-- Task description --
Look through the entries below and extract exactly the lines from the one containing "thumb tip: (311, 195)" through the one containing "pinky tip: (268, 239)", ends included.

[Skeletal landmark data]
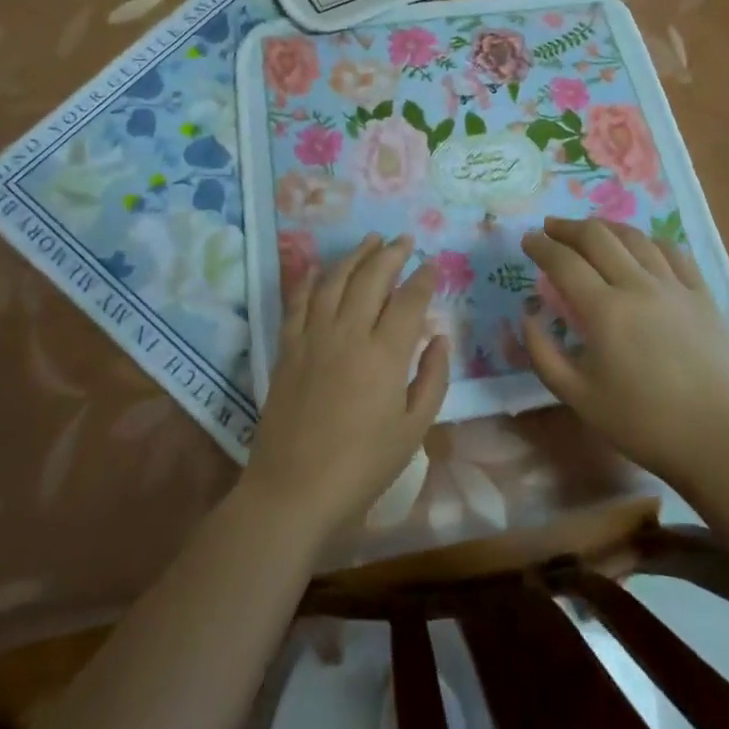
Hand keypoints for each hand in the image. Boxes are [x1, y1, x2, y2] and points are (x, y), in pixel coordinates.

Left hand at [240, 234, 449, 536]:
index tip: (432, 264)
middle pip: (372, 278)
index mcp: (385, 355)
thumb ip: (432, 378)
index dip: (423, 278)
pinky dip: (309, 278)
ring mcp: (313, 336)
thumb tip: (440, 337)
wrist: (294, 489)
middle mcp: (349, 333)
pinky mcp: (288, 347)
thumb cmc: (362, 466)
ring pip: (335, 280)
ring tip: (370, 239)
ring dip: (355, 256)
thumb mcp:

--

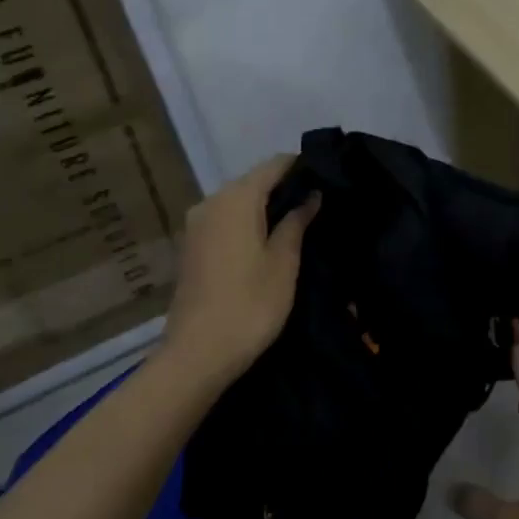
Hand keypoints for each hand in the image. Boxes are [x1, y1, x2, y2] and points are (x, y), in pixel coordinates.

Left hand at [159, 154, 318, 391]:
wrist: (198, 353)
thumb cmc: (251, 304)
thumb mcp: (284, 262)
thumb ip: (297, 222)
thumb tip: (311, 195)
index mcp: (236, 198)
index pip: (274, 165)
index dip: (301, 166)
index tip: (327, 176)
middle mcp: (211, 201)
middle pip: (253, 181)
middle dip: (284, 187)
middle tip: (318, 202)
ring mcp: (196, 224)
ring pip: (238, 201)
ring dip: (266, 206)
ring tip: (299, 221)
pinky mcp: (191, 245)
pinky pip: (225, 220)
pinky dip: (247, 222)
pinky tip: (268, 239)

-- Answer area --
thumb tip: (311, 195)
index mcp: (236, 198)
index pip: (274, 165)
index dip: (301, 166)
index tip: (327, 176)
middle mcp: (211, 201)
middle pip: (253, 181)
middle dip: (284, 187)
middle tip: (318, 202)
ring mcp: (196, 224)
ring pip: (238, 201)
ring dip: (266, 206)
ring tip: (299, 221)
pinky mcp: (191, 245)
pinky pip: (225, 220)
pinky dip: (247, 222)
pinky tip: (268, 239)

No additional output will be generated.